───── TASK INPUTS ─────
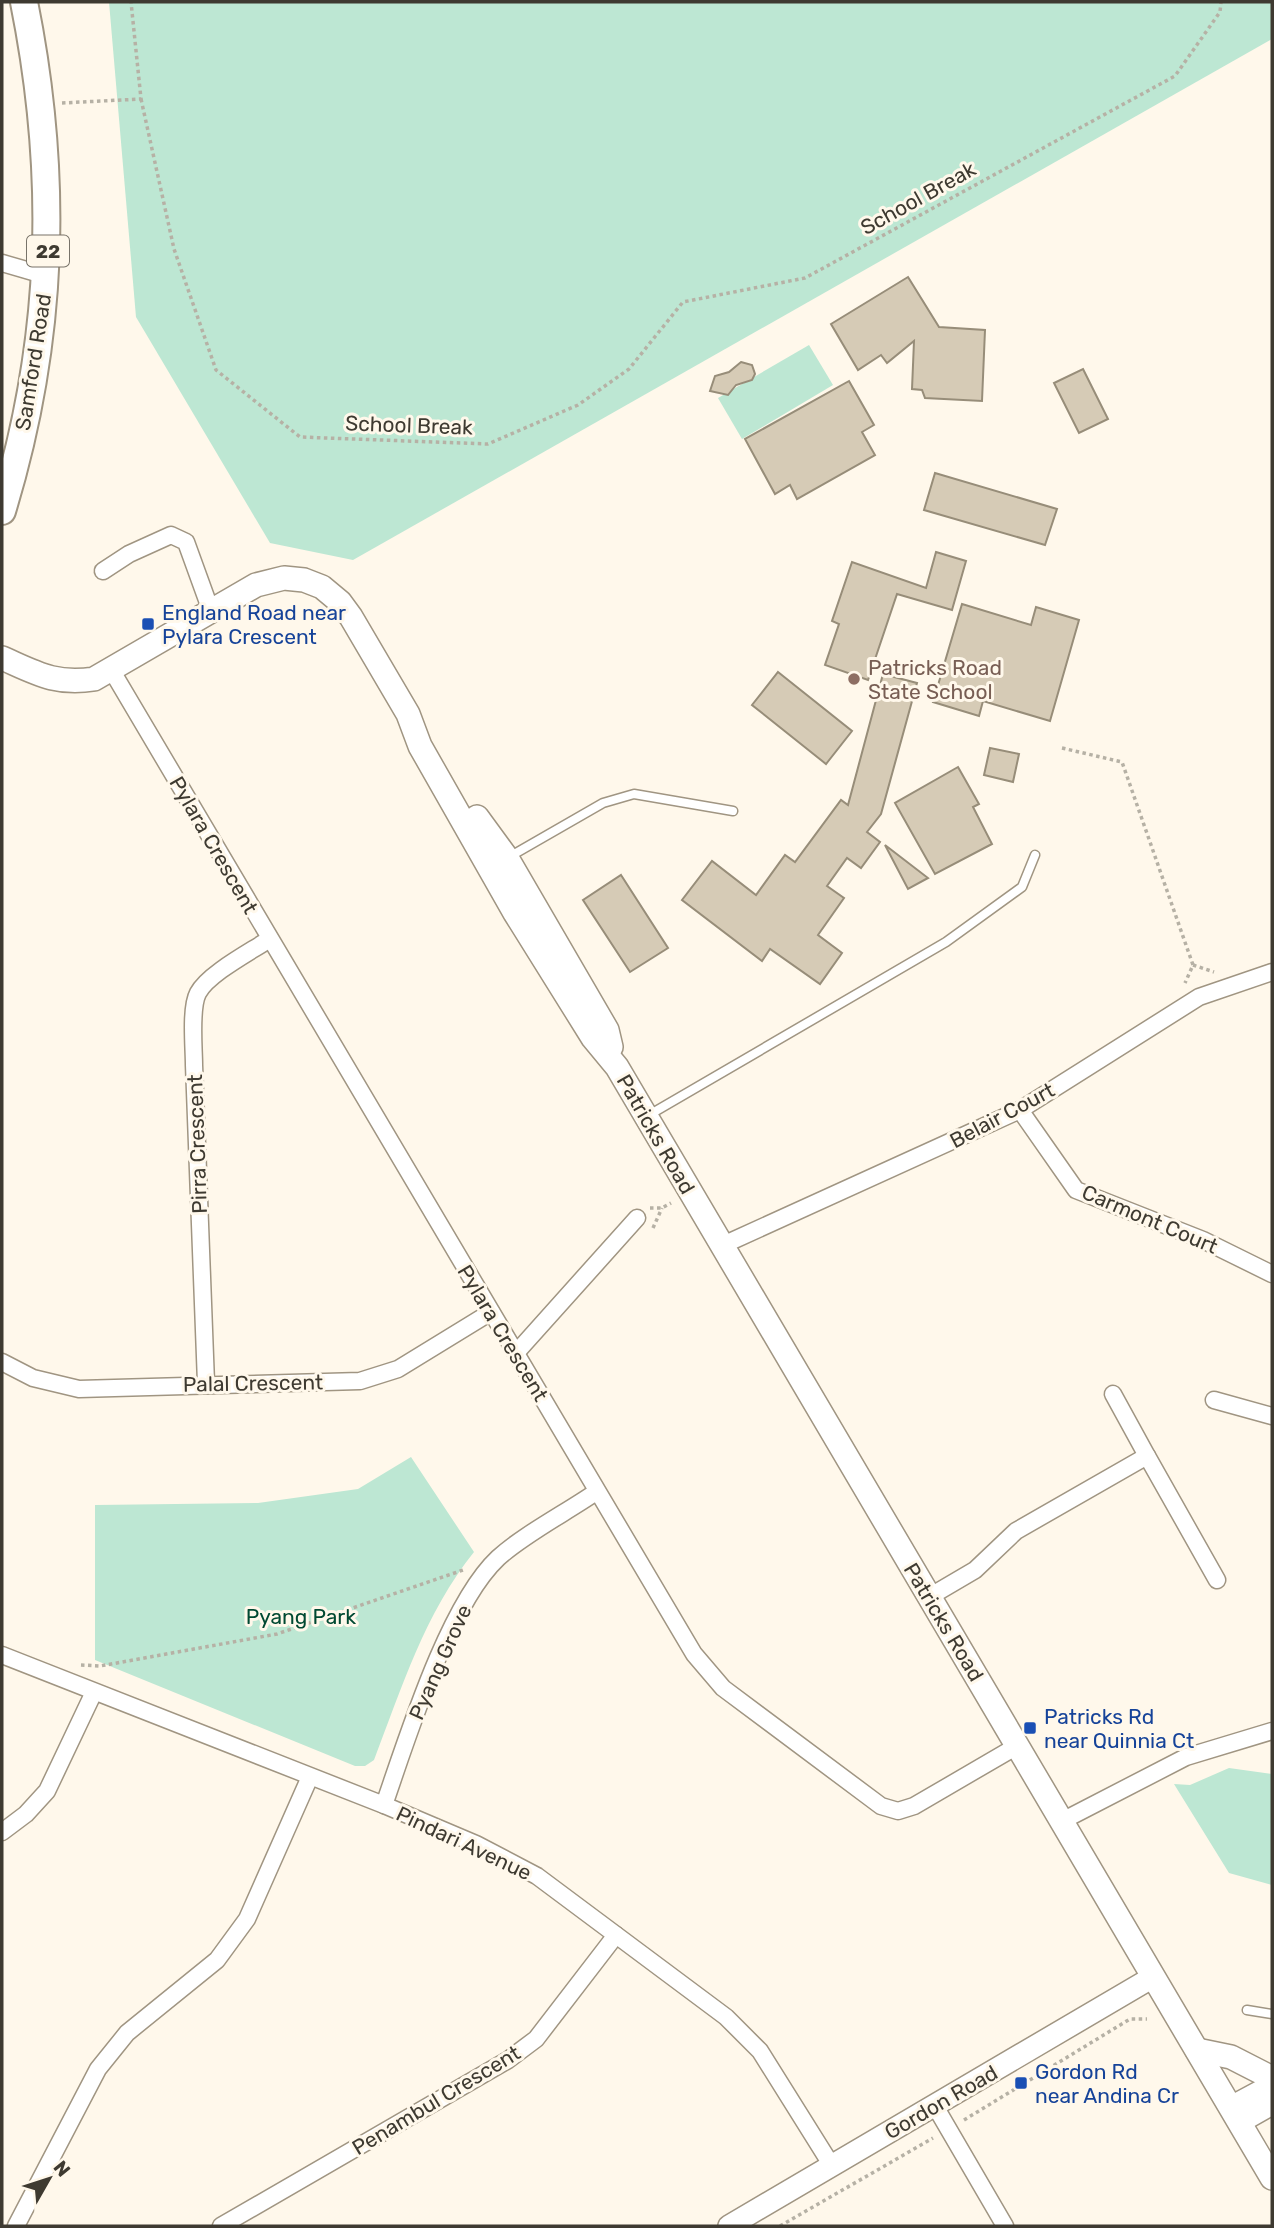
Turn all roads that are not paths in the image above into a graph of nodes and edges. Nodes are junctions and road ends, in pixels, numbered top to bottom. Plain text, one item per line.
1 (24, 2) edge
2 (2, 263) edge
3 (47, 276) junction
4 (2, 511) edge
5 (103, 571) dead end
6 (211, 611) junction
7 (2, 658) edge
8 (112, 671) junction
9 (408, 714) junction
10 (733, 811) dead end
11 (1035, 855) dead end
12 (507, 858) junction
13 (268, 940) junction
14 (1272, 972) edge
15 (617, 1067) junction
16 (1020, 1110) junction
17 (646, 1117) junction
18 (637, 1218) dead end
19 (723, 1245) junction
20 (1272, 1274) edge
21 (491, 1312) junction
22 (516, 1353) junction
23 (2, 1362) edge
24 (206, 1383) junction
25 (1113, 1394) dead end
26 (1214, 1400) dead end
27 (1272, 1416) edge
28 (1147, 1456) junction
29 (596, 1492) junction
30 (1217, 1580) dead end
31 (929, 1597) junction
32 (2, 1655) edge
33 (94, 1692) junction
34 (1272, 1731) edge
35 (1017, 1746) junction
36 (309, 1779) junction
37 (384, 1805) junction
38 (1062, 1821) junction
39 (2, 1832) edge
40 (616, 1935) junction
41 (1153, 1977) junction
42 (1247, 2010) dead end
43 (1272, 2014) edge
44 (1197, 2050) junction
45 (1272, 2078) edge
46 (1272, 2085) edge
47 (1272, 2104) edge
48 (935, 2106) junction
49 (1235, 2114) junction
50 (832, 2166) junction
51 (1272, 2178) edge
52 (16, 2226) edge
53 (221, 2226) edge
54 (729, 2226) edge
55 (1005, 2226) edge

1 - 3 main road, Samford Road / 22
2 - 3 street
3 - 4 main road, Samford Road / 22
5 - 6 street
6 - 8 main road
6 - 9 main road, Patricks Road
7 - 8 main road
8 - 13 street, Pylara Crescent
9 - 12 main road, Patricks Road
9 - 15 main road, Patricks Road
10 - 12 lane
11 - 17 lane
12 - 15 main road, Patricks Road
13 - 21 street, Pylara Crescent
13 - 24 street, Pirra Crescent
14 - 16 street, Belair Court
15 - 17 main road, Patricks Road
16 - 19 street, Belair Court
16 - 20 street, Carmont Court
17 - 19 main road, Patricks Road
18 - 22 street
19 - 31 main road, Patricks Road
21 - 22 street, Pylara Crescent
21 - 24 street, Palal Crescent
22 - 29 street, Pylara Crescent
23 - 24 street, Palal Crescent
25 - 28 street
26 - 27 street
28 - 30 street
28 - 31 street
29 - 35 street, Pylara Crescent
29 - 37 street, Pyang Grove
31 - 35 main road, Patricks Road
32 - 33 street, Pindari Avenue
33 - 36 street, Pindari Avenue
33 - 39 street
34 - 38 street
35 - 38 main road, Patricks Road
36 - 37 street, Pindari Avenue
36 - 52 street
37 - 40 street, Pindari Avenue
38 - 41 main road, Patricks Road
40 - 50 street, Pindari Avenue
40 - 53 street, Penambul Crescent
41 - 44 main road, Patricks Road
41 - 48 street, Gordon Road
42 - 43 lane
44 - 45 main road
44 - 49 main road, Patricks Road
46 - 49 street
47 - 49 street
48 - 50 street, Gordon Road
48 - 55 street
49 - 51 main road, Patricks Road
50 - 54 street, Gordon Road

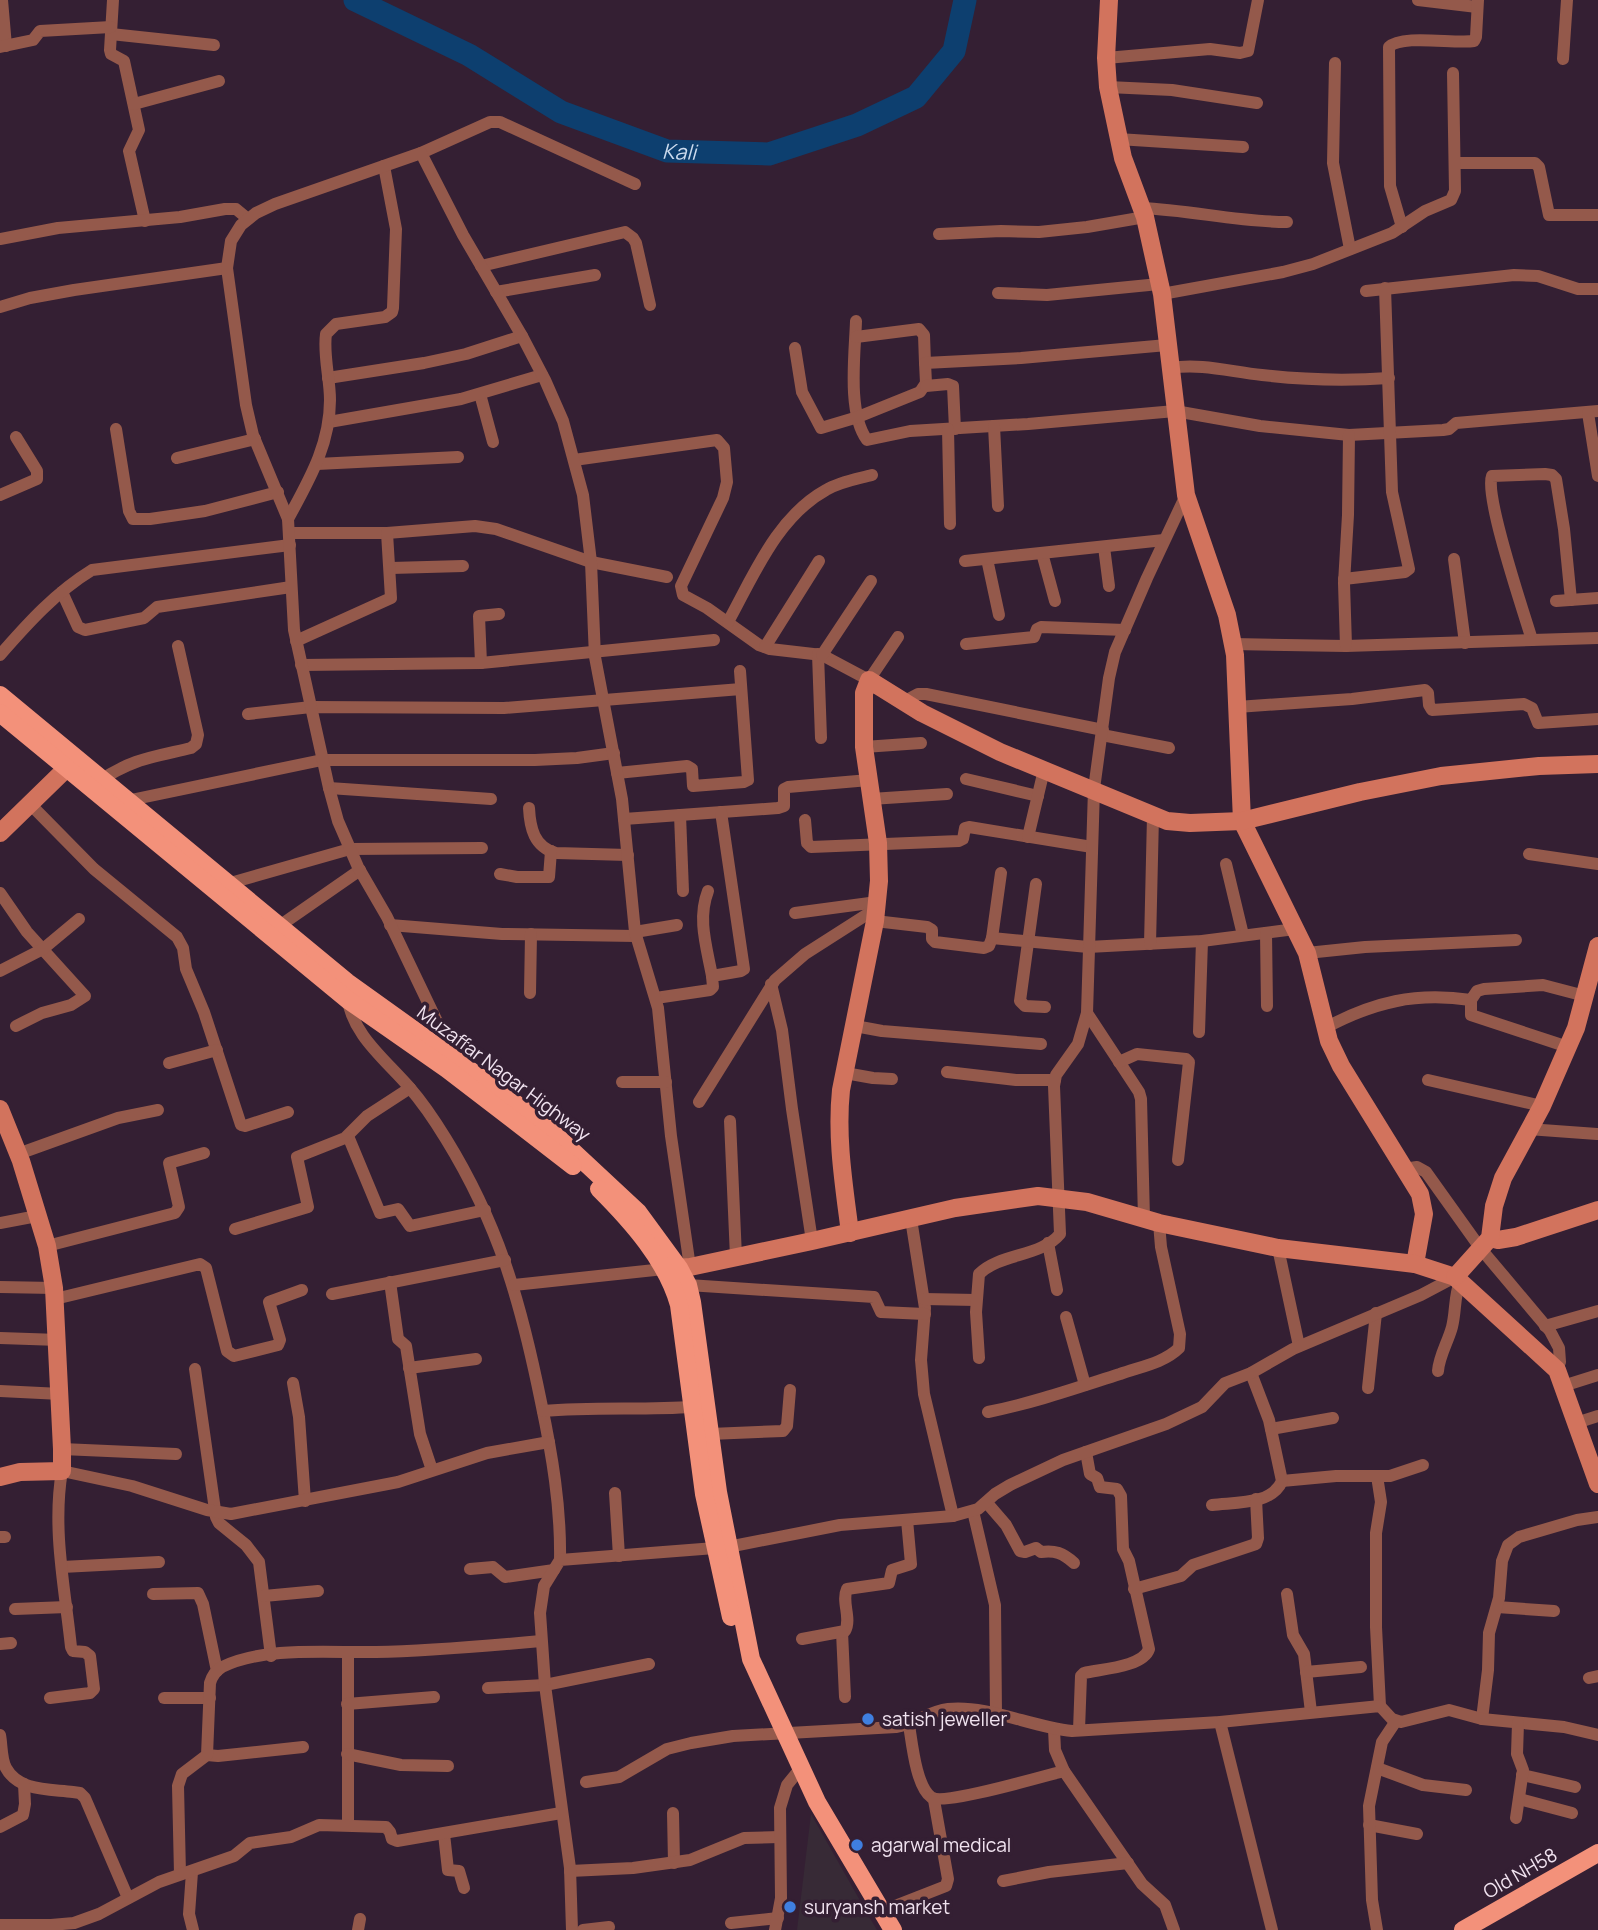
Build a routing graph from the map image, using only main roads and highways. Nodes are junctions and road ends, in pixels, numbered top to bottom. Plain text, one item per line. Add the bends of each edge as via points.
1 (0, 695) edge
2 (0, 713) edge
3 (71, 765) junction
4 (95, 785) junction
5 (680, 1272) junction
6 (721, 1548) junction
7 (796, 1774) junction
8 (1598, 1853) edge
9 (1598, 1866) edge
10 (882, 1930) edge
11 (893, 1930) edge
12 (1464, 1930) edge
13 (1488, 1930) edge

1 - 3 main road, Muzaffar Nagar Highway
2 - 3 main road, Muzaffar Nagar Highway
3 - 4 main road, Muzaffar Nagar Highway
4 - 5 main road, Muzaffar Nagar Highway via 348,1000 573,1166
4 - 5 main road, Muzaffar Nagar Highway via 125,801 346,982 550,1130 638,1212
5 - 6 main road, Muzaffar Nagar Highway via 692,1302
5 - 6 main road, Muzaffar Nagar Highway via 675,1290
6 - 7 main road, Muzaffar Nagar Highway via 751,1659
7 - 10 main road, Muzaffar Nagar Highway via 820,1829
7 - 11 main road, Muzaffar Nagar Highway
8 - 12 main road, Old NH58
9 - 13 main road, Old NH58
─────
** PROMPT **
Filter the records above for lines containing the word "text", and copy those lines.

** SOLVED EXERCISE **
Turn all roads that are not paths in the image above into a graph of nodes and edges. Nodes are junctions and road ends, in pixels, numbered top to bottom. Plain text, one item per line.
Build a routing graph from the map image, using only main roads and highways. Nodes are junctions and road ends, in pixels, numbered top to bottom. Plain text, one item per line. Add the bends of each edge as via points.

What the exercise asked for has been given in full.